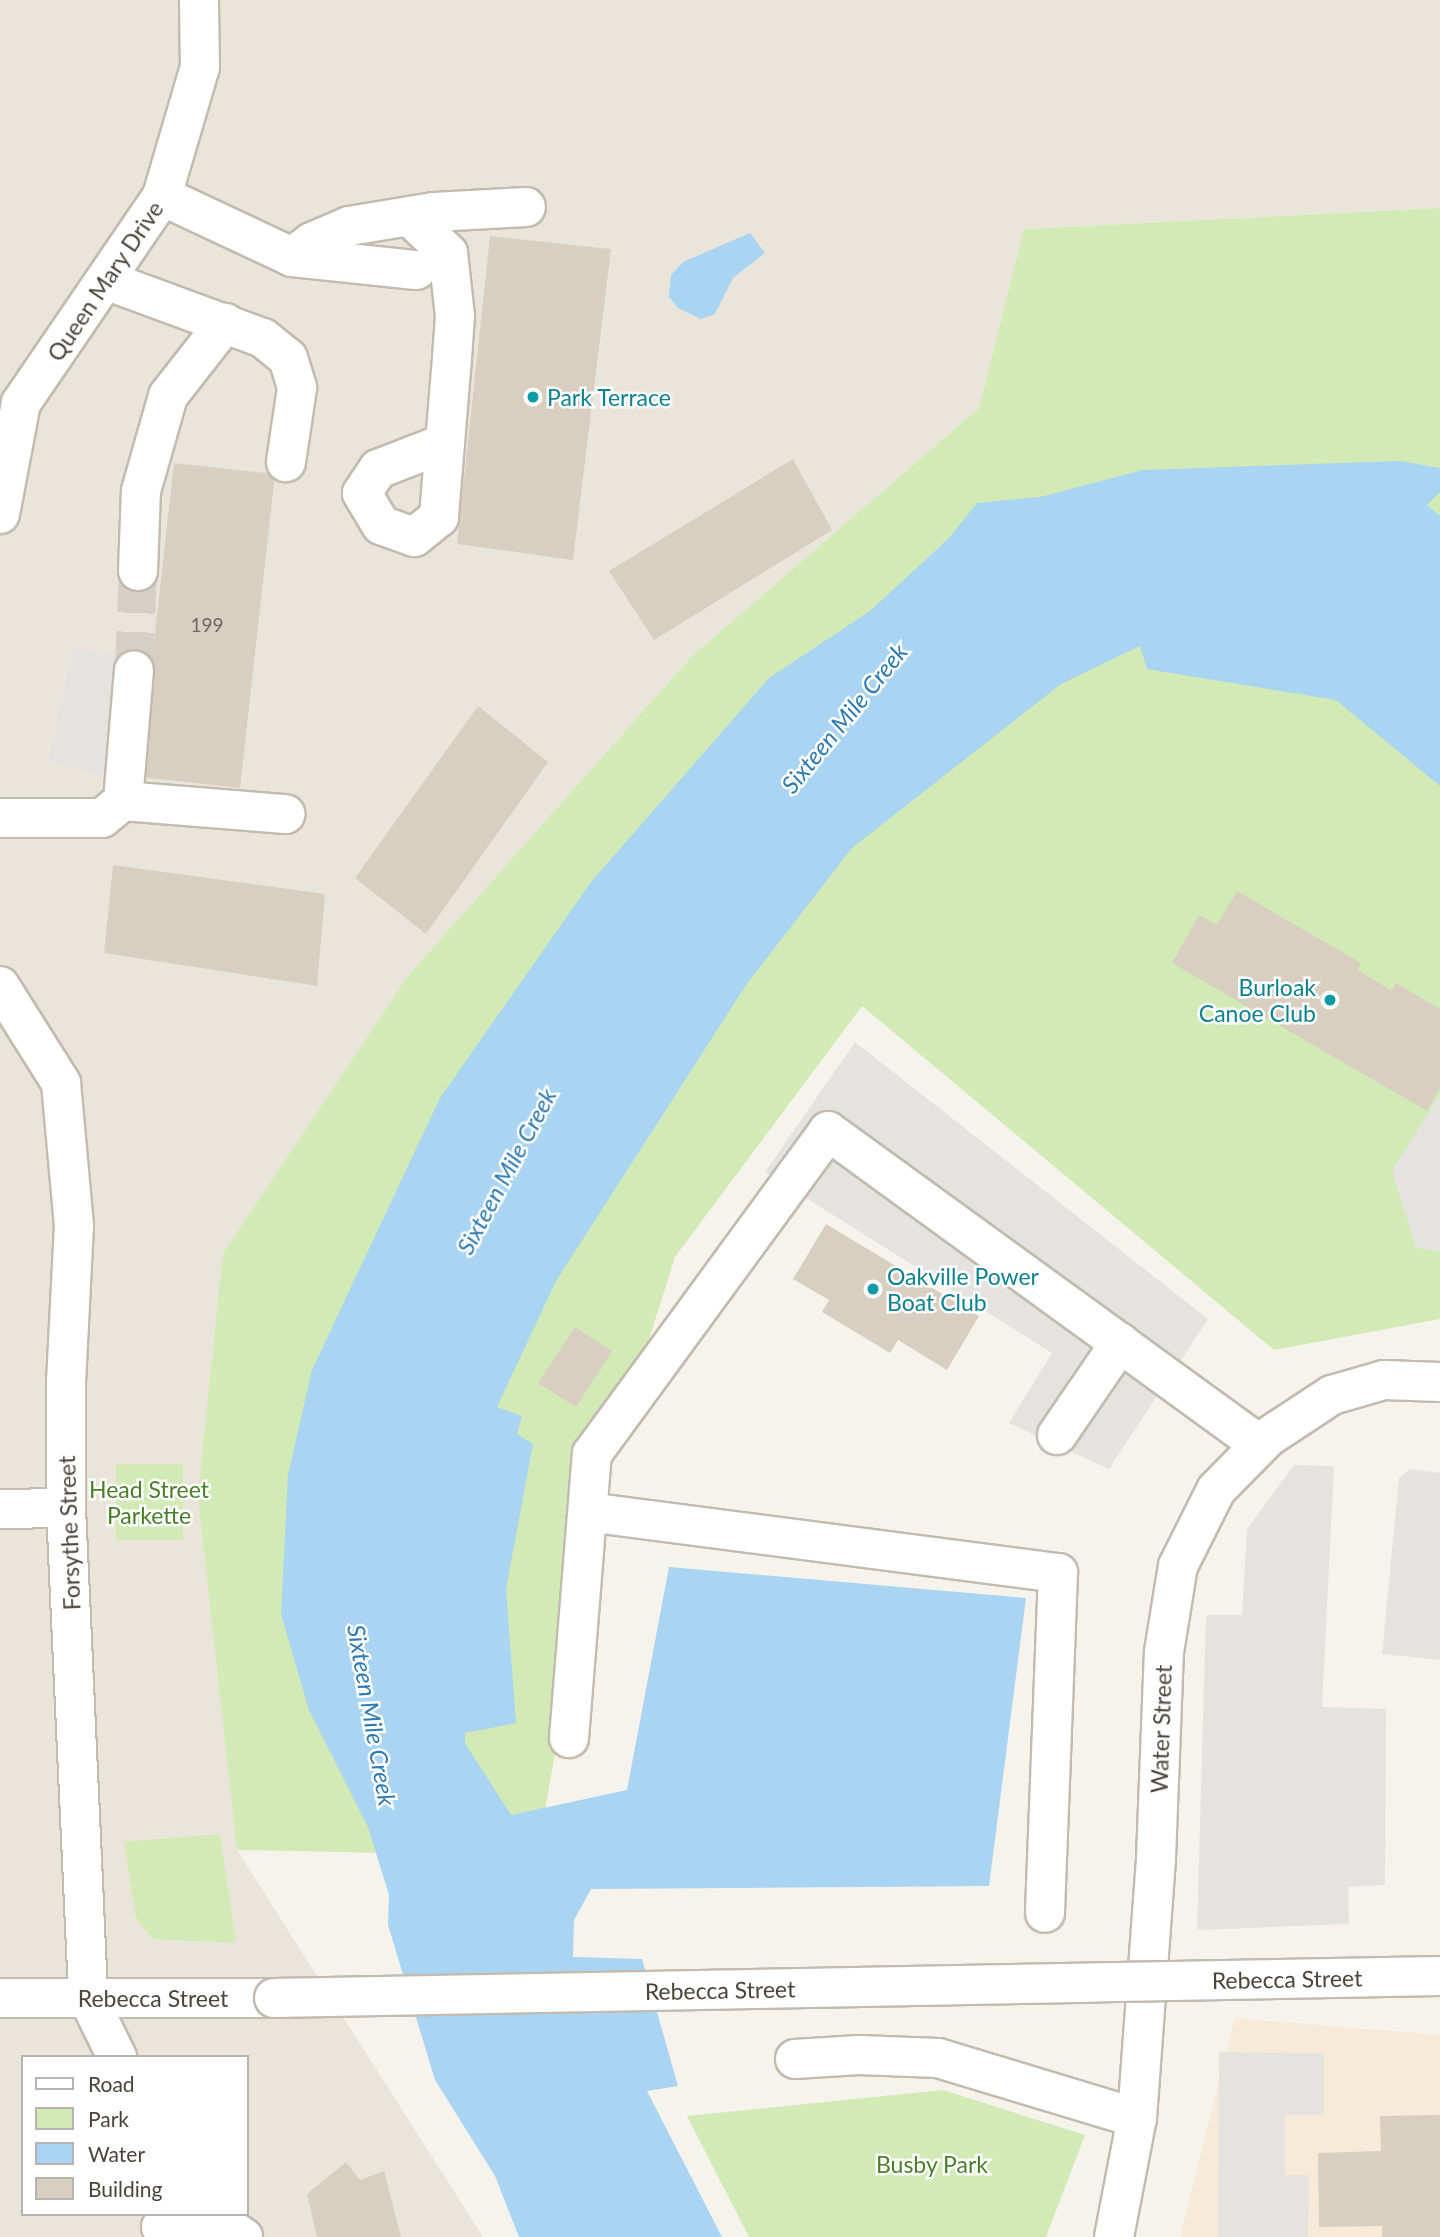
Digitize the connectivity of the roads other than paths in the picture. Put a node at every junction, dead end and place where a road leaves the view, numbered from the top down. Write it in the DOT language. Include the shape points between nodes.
graph roads {
  1 [pos="199,0"];
  2 [pos="162,196"];
  3 [pos="526,207"];
  4 [pos="410,216"];
  5 [pos="292,257"];
  6 [pos="416,270"];
  7 [pos="108,281"];
  8 [pos="225,323"];
  9 [pos="445,443"];
  10 [pos="286,462"];
  11 [pos="0,514"];
  12 [pos="138,571"];
  13 [pos="134,670"];
  14 [pos="123,801"];
  15 [pos="285,814"];
  16 [pos="0,818"];
  17 [pos="6,1004"];
  18 [pos="1120,1343"];
  19 [pos="1440,1382"];
  20 [pos="1057,1435"];
  21 [pos="1260,1445"];
  22 [pos="66,1508"];
  23 [pos="0,1509"];
  24 [pos="588,1512"];
  25 [pos="569,1738"];
  26 [pos="1045,1913"];
  27 [pos="1440,1976"];
  28 [pos="0,1998"];
  29 [pos="88,1998"];
  30 [pos="116,2055"];
  31 [pos="795,2059"];
  32 [pos="1138,2118"];
  33 [pos="161,2226"];
  34 [pos="243,2237"];
  35 [pos="1114,2237"];
  1 -- 2 [label="street, Queen Mary Drive" via="200,67"];
  2 -- 5 [label="street"];
  2 -- 7 [label="street, Queen Mary Drive"];
  3 -- 4 [label="street"];
  4 -- 5 [label="street" via="349,226"];
  4 -- 9 [label="street" via="448,253 455,316"];
  5 -- 6 [label="street"];
  7 -- 8 [label="street"];
  7 -- 11 [label="street, Queen Mary Drive" via="21,403"];
  8 -- 10 [label="street" via="263,338 288,358 297,388"];
  8 -- 12 [label="street" via="167,396 141,491"];
  13 -- 14 [label="street"];
  14 -- 15 [label="street"];
  14 -- 16 [label="street" via="102,818"];
  17 -- 22 [label="street, Forsythe Street" via="61,1083 74,1225 66,1381"];
  18 -- 20 [label="street"];
  18 -- 21 [label="street"];
  18 -- 24 [label="street" via="828,1131 592,1454"];
  19 -- 21 [label="street, Water Street" via="1384,1380 1332,1395"];
  21 -- 32 [label="street, Water Street" via="1216,1490 1178,1566 1164,1652"];
  22 -- 23 [label="street"];
  22 -- 29 [label="street, Forsythe Street"];
  24 -- 25 [label="street"];
  24 -- 26 [label="street" via="1058,1573"];
  27 -- 29 [label="street, Rebecca Street, bridge"];
  28 -- 29 [label="street, Rebecca Street"];
  29 -- 30 [label="street, Forsythe Street"];
  31 -- 32 [label="street" via="859,2055 938,2058"];
  32 -- 35 [label="street, Water Street"];
  33 -- 34 [label="street" via="223,2224"];
}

_ _ _ _ _

Work task: Reprint each of the records exactly and skip the images.

Expected answer:
Digitize the connectivity of the roads other than paths in the picture. Put a node at every junction, dead end and place where a road leaves the view, numbered from the top down. Write it in the DOT language. Include the shape points between nodes.
graph roads {
  1 [pos="199,0"];
  2 [pos="162,196"];
  3 [pos="526,207"];
  4 [pos="410,216"];
  5 [pos="292,257"];
  6 [pos="416,270"];
  7 [pos="108,281"];
  8 [pos="225,323"];
  9 [pos="445,443"];
  10 [pos="286,462"];
  11 [pos="0,514"];
  12 [pos="138,571"];
  13 [pos="134,670"];
  14 [pos="123,801"];
  15 [pos="285,814"];
  16 [pos="0,818"];
  17 [pos="6,1004"];
  18 [pos="1120,1343"];
  19 [pos="1440,1382"];
  20 [pos="1057,1435"];
  21 [pos="1260,1445"];
  22 [pos="66,1508"];
  23 [pos="0,1509"];
  24 [pos="588,1512"];
  25 [pos="569,1738"];
  26 [pos="1045,1913"];
  27 [pos="1440,1976"];
  28 [pos="0,1998"];
  29 [pos="88,1998"];
  30 [pos="116,2055"];
  31 [pos="795,2059"];
  32 [pos="1138,2118"];
  33 [pos="161,2226"];
  34 [pos="243,2237"];
  35 [pos="1114,2237"];
  1 -- 2 [label="street, Queen Mary Drive" via="200,67"];
  2 -- 5 [label="street"];
  2 -- 7 [label="street, Queen Mary Drive"];
  3 -- 4 [label="street"];
  4 -- 5 [label="street" via="349,226"];
  4 -- 9 [label="street" via="448,253 455,316"];
  5 -- 6 [label="street"];
  7 -- 8 [label="street"];
  7 -- 11 [label="street, Queen Mary Drive" via="21,403"];
  8 -- 10 [label="street" via="263,338 288,358 297,388"];
  8 -- 12 [label="street" via="167,396 141,491"];
  13 -- 14 [label="street"];
  14 -- 15 [label="street"];
  14 -- 16 [label="street" via="102,818"];
  17 -- 22 [label="street, Forsythe Street" via="61,1083 74,1225 66,1381"];
  18 -- 20 [label="street"];
  18 -- 21 [label="street"];
  18 -- 24 [label="street" via="828,1131 592,1454"];
  19 -- 21 [label="street, Water Street" via="1384,1380 1332,1395"];
  21 -- 32 [label="street, Water Street" via="1216,1490 1178,1566 1164,1652"];
  22 -- 23 [label="street"];
  22 -- 29 [label="street, Forsythe Street"];
  24 -- 25 [label="street"];
  24 -- 26 [label="street" via="1058,1573"];
  27 -- 29 [label="street, Rebecca Street, bridge"];
  28 -- 29 [label="street, Rebecca Street"];
  29 -- 30 [label="street, Forsythe Street"];
  31 -- 32 [label="street" via="859,2055 938,2058"];
  32 -- 35 [label="street, Water Street"];
  33 -- 34 [label="street" via="223,2224"];
}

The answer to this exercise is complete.